IDS is an annual publication of the World Bank featuring external debt statistics and analysis for the 122 low-and middle-income countries that report to the World Bank Debt Reporting System (DRS).
The 2021 report highlights an urgent need for creditors and borrowers alike to collaborate to stave off the growing risk of sovereign-debt crises triggered by the covid-19 pandemic.
"The pace of debt accumulation for these countries was nearly twice the rate of other low- and middle-income countries in 2019," said Worl Bank in a press release on Monday.
Before the onset of the covid-19 pandemic, rising public debt levels were already a cause for concern, particularly in many of the world’s poorest countries as discussed in our Four Waves of Debt report published in December 2019.
Responding to a call from the World Bank and the International Monetary Fund (IMF), the G20 endorsed the Debt Service Suspension Initiative (DSSI) in April 2020 to help up to 73 of the poorest countries manage the impact of the covid-19 pandemic.

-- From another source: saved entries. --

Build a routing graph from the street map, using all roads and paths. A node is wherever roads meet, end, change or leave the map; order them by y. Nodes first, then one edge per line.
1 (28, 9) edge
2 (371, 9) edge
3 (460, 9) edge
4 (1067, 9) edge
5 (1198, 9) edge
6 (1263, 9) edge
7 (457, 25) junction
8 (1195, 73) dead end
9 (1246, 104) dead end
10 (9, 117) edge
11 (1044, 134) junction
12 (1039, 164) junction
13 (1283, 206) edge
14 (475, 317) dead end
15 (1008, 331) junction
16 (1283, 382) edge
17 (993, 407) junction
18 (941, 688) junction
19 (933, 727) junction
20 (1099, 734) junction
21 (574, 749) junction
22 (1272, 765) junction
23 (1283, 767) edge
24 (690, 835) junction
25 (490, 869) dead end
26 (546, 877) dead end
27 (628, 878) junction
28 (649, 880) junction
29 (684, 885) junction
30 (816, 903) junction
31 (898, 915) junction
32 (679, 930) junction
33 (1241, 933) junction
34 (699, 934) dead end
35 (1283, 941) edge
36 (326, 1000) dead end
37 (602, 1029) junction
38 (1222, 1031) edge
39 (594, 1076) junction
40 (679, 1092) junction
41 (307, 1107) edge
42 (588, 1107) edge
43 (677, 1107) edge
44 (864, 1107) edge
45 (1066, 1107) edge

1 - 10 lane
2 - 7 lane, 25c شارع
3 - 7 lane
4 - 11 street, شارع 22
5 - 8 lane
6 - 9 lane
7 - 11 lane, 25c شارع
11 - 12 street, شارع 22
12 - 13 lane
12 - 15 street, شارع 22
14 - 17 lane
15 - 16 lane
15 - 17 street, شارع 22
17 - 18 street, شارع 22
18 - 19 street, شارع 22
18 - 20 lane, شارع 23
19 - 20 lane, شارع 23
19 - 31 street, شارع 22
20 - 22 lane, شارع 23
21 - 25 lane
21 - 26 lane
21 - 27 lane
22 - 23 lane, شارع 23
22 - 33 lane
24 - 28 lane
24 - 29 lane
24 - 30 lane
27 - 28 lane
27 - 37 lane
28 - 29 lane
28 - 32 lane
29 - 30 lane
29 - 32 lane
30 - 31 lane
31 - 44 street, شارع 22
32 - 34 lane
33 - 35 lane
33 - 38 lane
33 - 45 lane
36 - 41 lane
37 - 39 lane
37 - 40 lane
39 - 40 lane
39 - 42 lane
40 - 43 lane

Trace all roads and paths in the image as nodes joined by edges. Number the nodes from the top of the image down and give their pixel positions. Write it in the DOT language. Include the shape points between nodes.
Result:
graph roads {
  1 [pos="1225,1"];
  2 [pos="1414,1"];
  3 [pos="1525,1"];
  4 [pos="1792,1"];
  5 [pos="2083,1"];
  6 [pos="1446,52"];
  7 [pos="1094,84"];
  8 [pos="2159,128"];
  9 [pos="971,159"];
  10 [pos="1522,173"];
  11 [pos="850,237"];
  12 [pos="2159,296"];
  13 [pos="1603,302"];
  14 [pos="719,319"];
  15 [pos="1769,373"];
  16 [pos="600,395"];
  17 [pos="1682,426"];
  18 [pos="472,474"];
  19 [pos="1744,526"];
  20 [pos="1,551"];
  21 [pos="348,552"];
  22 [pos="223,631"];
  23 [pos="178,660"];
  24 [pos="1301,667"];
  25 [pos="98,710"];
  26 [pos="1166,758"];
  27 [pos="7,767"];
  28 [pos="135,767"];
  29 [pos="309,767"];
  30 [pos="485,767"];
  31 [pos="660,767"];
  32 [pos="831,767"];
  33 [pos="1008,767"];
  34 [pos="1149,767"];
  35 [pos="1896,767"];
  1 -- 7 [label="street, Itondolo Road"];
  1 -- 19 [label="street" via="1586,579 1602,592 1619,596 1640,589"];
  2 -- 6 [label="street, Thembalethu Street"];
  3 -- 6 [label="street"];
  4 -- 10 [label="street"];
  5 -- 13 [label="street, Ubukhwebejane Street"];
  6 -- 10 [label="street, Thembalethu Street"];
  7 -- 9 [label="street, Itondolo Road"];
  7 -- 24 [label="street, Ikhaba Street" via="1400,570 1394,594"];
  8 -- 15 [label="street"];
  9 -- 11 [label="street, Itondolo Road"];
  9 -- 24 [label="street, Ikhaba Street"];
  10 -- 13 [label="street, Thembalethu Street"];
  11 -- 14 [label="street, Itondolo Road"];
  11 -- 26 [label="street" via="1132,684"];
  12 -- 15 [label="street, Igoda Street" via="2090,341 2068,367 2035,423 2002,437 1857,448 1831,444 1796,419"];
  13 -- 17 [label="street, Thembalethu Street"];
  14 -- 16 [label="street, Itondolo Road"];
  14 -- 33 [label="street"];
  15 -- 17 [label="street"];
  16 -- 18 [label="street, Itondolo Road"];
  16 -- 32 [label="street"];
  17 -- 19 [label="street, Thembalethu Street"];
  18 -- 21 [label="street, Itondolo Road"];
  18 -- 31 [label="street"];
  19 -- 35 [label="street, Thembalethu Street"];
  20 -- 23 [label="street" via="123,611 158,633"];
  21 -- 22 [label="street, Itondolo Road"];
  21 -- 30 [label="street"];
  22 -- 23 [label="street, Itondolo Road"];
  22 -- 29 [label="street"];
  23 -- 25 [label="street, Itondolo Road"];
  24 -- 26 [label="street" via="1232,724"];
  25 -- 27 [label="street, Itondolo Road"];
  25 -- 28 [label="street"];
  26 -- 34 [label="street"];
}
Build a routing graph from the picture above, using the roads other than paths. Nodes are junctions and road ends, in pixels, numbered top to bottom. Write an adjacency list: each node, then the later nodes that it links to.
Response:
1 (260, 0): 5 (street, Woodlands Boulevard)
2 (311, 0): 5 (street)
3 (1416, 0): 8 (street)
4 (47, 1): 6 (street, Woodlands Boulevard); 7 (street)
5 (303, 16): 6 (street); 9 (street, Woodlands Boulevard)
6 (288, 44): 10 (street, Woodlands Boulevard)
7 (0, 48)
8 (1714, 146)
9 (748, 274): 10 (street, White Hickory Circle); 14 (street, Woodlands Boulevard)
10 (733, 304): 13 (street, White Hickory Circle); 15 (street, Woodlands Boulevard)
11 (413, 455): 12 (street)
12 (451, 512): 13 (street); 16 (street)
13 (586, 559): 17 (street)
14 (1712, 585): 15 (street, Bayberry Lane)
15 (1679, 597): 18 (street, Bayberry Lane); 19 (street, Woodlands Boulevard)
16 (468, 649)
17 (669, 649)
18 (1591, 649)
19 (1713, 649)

The debt stock of DSSI-eligible countries to official bilateral creditors, composed by mostly G-20 countries, reached $178 billion in 2019 and accounted for 17 percent of long-term net debt flows to low- and middle-income countries.
Within the G-20 creditor group there have been some important shifts characterized by a marked increase in lending by G-20 member countries that are themselves middle-income countries.
For example, China, by far the largest creditor, has seen its share of the combined debt owed to G-20 countries rise from 45 percent in 2013 to 63 percent at end-2019.
Over the same period the share for Japan, the second largest G-20 creditor, has remained broadly the same at 15 percent.
The 2021 IDS data release also reflects progress made to increase coverage of complex debt instruments, given their rising prominence in the debt profiles of developing countries.
The central bank and currency swap arrangements that represent loans from other central banks also occur in low-and middle-income countries.
Increased debt transparency will help many low-and middle-income countries assess and manage their external debt through the current crisis and work with policymakers toward sustainable debt levels and terms.